Ihre Abteilung bietet Therapien an, die
nicht zum Standard einer akutmedizinischen Abteilung gehören. Was können tiergestützte
Therapie und Musiktherapie bewirken?
Frank
Otten: Ziel der tiergestützten Therapie ist es,
einen stimmungsaufhellenden, aktivierenden und stabilisierenden Effekt bei
kranken Menschen zu erzielen. Dies
geschieht unter anderem durch positive Emotionen, die durch den Umgang mit den speziell
ausgebildeten Hunden hervorgerufen werden. Zusätzlich werden
gezielt Beweglichkeit und Konzentration durch die Therapeuten trainiert.Der Kontakt zur Musik kann ebenfalls als "Türöffner"
dienen und helfen, die Patienten zu entspannen und zu aktivieren. Wir arbeiten
mit einer Musiktherapeutin zusammen, die spezielle Übungen nicht nur zur
Kräftigung der Stimmbänder, sondern auch gezielt zur Verbesserung der Haltung
und Atmung einsetzt. Viele Patienten haben zudem einfach Freude am Singen. Das alles tut gut!
Sie arbeiten am Gemeinschaftskrankenhaus
eng mit den anderen Fachabteilungen, zum Beispiel dem ZOUS (Zentrum für Orthopädie,
Unfallchirurgie und Sportmedizin) zusammen. Die Deutsche Gesellschaft für
Unfallchirurgie (DGU) hat sie als AltersTraumaZentrum zertifiziert. Worauf muss
bei dem älteren Patienten bei einem Unfall besonders geachtet werden?
Frank
Otten: Klares
Ziel ist, dass Patienten möglichst ohne Komplikationen gesund werden. Ältere
Menschen neigen leider aber vermehrt zu Komplikationen, weil sie oft komplex erkrankt
sind. Wenn ein Patient ab einem Alter von 75 Jahren in
die Unfallambulanz
eingeliefert wird, beginnt für ihn
unbemerkt bereits ein spezieller Prozess. Dies startet direkt bei der Aufnahme
Mit
Hilfe spezieller Fragen erhalten wir die ersten Hinweise, ob ein erhöhtes Risiko für Komplikationen, zum Beispiel
Infektionen oder Verwirrtheit, vorliegt. Zusätzlich zum Orthopäden betrachtet der
Geriater dann umfassend den medizinischen
Status des gesamten Menschen. Liegen Erkrankungen vor, welche Medikamente werden
eingenommen. Dies stimmen wir gemeinsam ab damit die Genesung
möglichst ohne Komplikationen verläuft.
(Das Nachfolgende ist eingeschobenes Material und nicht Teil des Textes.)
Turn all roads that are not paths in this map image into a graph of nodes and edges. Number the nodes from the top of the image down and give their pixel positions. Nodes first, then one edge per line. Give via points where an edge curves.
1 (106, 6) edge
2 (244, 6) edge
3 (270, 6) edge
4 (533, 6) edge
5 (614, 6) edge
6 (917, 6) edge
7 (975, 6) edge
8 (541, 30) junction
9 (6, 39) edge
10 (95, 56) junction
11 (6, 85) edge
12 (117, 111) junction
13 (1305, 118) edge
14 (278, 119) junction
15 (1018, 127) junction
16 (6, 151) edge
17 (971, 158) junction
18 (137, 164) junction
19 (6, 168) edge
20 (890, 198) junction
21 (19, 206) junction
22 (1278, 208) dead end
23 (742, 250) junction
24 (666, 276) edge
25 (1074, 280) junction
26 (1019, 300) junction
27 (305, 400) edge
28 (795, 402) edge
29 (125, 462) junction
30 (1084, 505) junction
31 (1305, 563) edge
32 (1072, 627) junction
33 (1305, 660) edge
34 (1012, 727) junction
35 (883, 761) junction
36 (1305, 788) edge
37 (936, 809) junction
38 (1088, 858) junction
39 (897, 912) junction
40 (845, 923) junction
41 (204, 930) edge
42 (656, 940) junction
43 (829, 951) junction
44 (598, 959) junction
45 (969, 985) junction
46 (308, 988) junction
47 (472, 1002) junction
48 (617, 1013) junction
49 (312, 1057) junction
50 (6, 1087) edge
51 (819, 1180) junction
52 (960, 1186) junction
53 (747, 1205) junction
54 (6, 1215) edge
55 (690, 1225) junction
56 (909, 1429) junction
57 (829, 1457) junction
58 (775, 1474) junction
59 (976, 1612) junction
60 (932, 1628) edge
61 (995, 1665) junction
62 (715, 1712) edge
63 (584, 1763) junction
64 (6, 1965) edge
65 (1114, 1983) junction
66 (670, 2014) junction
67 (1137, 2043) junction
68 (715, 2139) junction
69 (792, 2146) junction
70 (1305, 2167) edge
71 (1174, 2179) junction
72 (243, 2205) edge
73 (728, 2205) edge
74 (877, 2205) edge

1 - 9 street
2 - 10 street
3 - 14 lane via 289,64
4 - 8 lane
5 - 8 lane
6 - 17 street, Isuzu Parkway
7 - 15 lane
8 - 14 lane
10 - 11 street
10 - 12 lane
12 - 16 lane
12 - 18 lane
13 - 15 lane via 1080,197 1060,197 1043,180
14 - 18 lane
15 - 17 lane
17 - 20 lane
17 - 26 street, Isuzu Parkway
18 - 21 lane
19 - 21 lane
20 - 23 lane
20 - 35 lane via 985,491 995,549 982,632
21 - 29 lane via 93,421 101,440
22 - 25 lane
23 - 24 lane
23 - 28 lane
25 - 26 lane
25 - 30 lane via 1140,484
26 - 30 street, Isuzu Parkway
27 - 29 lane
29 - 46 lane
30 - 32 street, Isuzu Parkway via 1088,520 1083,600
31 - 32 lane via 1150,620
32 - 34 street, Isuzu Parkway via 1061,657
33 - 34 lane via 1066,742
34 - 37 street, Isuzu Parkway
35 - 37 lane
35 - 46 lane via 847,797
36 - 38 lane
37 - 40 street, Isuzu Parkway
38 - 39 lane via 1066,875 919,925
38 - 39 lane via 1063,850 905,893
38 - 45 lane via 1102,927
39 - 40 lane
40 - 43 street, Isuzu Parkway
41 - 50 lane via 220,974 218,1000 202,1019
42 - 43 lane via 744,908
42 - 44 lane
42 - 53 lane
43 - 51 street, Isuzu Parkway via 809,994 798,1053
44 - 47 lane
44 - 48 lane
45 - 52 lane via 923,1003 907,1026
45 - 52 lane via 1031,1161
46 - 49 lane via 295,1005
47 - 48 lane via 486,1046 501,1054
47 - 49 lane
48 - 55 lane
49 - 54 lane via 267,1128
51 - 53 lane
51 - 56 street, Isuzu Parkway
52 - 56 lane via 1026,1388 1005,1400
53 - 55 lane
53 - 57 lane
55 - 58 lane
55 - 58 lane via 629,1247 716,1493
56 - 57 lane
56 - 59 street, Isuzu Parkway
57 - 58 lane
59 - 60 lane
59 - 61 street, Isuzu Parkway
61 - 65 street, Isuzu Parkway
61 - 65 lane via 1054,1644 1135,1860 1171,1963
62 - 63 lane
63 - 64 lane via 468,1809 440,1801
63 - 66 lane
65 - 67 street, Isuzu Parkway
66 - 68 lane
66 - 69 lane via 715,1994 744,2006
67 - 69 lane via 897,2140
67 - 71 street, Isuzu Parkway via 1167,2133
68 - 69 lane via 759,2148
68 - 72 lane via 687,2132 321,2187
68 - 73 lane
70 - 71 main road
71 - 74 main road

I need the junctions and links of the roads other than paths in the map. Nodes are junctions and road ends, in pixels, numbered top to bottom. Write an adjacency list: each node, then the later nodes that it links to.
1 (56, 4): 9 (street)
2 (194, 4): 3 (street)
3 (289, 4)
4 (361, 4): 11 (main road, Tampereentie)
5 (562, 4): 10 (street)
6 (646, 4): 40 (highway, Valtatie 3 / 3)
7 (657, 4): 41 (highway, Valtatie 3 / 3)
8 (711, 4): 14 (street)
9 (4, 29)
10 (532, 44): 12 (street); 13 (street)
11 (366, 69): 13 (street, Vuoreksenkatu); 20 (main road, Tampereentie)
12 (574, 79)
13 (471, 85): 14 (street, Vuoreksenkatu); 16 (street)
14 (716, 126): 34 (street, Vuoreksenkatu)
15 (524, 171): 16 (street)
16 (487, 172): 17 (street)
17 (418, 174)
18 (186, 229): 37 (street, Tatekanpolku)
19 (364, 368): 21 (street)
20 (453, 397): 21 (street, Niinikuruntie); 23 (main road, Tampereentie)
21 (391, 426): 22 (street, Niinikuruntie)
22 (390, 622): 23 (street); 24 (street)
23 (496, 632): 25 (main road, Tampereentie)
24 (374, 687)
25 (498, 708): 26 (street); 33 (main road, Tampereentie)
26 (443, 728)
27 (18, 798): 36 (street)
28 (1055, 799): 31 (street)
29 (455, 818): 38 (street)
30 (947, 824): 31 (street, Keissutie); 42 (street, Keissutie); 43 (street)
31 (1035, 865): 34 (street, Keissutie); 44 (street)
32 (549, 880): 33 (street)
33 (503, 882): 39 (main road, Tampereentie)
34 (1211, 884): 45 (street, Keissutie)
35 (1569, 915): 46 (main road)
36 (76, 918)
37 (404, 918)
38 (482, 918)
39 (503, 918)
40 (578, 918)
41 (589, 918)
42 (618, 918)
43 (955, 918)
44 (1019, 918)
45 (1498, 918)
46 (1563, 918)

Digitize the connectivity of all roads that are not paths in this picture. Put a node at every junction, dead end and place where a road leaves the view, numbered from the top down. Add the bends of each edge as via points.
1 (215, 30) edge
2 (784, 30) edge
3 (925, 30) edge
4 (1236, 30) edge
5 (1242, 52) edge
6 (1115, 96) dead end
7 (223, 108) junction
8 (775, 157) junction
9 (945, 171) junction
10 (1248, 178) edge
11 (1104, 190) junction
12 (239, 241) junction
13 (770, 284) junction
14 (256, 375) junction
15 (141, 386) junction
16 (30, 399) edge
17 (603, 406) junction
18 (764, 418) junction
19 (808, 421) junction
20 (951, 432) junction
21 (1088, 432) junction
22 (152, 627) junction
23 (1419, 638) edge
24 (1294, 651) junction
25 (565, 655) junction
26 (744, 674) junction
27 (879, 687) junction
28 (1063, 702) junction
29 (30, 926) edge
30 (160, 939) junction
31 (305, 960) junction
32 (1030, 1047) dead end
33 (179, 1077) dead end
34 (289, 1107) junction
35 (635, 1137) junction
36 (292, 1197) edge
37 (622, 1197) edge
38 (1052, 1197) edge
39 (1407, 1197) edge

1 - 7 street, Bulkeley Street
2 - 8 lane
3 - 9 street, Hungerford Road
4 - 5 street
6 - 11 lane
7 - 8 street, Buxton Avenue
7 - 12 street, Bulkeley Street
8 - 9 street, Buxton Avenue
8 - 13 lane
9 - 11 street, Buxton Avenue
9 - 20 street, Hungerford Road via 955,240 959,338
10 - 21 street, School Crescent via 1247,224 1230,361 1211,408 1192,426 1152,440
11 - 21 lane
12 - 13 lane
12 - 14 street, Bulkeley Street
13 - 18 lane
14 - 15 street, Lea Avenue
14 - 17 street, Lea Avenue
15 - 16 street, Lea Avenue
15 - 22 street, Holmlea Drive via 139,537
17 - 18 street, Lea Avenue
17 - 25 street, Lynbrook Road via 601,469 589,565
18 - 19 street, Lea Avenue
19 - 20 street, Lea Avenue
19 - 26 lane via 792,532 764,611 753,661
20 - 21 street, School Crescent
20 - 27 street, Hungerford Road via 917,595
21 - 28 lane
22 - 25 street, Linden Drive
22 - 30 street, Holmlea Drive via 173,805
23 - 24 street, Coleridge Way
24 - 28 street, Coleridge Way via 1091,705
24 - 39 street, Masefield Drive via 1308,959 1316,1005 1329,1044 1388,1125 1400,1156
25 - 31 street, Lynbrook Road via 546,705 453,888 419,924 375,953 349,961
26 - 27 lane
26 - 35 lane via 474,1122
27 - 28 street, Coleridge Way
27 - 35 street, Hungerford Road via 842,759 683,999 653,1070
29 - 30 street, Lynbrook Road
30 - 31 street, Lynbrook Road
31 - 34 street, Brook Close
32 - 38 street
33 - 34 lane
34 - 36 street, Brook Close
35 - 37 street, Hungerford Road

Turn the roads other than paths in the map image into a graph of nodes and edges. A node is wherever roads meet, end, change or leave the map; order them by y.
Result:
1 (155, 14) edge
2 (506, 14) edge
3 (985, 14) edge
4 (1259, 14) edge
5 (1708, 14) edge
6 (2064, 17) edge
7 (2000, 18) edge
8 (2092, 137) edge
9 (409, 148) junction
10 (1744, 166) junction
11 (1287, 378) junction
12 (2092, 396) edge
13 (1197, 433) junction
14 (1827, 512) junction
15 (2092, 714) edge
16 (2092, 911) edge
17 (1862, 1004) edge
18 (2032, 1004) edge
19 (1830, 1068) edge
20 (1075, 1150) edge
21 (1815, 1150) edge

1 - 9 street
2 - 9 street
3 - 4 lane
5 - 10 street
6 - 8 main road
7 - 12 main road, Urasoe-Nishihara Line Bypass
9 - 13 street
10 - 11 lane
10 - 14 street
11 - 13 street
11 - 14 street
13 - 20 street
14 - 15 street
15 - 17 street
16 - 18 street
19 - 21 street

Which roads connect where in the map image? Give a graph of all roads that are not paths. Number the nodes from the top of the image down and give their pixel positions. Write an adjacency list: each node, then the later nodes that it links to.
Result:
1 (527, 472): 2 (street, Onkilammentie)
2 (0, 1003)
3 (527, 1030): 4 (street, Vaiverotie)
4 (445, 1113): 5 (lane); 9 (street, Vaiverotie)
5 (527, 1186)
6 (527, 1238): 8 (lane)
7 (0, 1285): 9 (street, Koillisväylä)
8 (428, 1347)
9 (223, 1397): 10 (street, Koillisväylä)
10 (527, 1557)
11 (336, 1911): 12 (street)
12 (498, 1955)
Durch die elektronische Krankenakte
können sich die behandelnden Ärzte, Pflegepersonal und Therapeuten, jederzeit
per Tablet-PC über den aktuellen Stand informieren und die Behandlung steuern.
Alterstraumatologie
bedeutet, dass die Fachdisziplinen Orthopädie und Geriatrie sehr eng am
Patienten zusammenarbeiten. Die Zertifikation ist aber
auch mit Pflichten verbunden. Alle Behandlungsdaten werden anonym an ein
zentrales Alterstraumaregister übermittelt. Die ausgewerteten Daten und eine
regelmäßige, unabhängige Kontrolle unserer Abteilung führen zu neuen
Erkenntnissen und zur stetigen Verbesserung der Behandlung. Internationale
Studien haben bereits gezeigt, dass das Risiko Komplikationen während des
Krankenhausaufenthaltes zu erleiden, in AltersTraumaZentren deutlich geringer ist.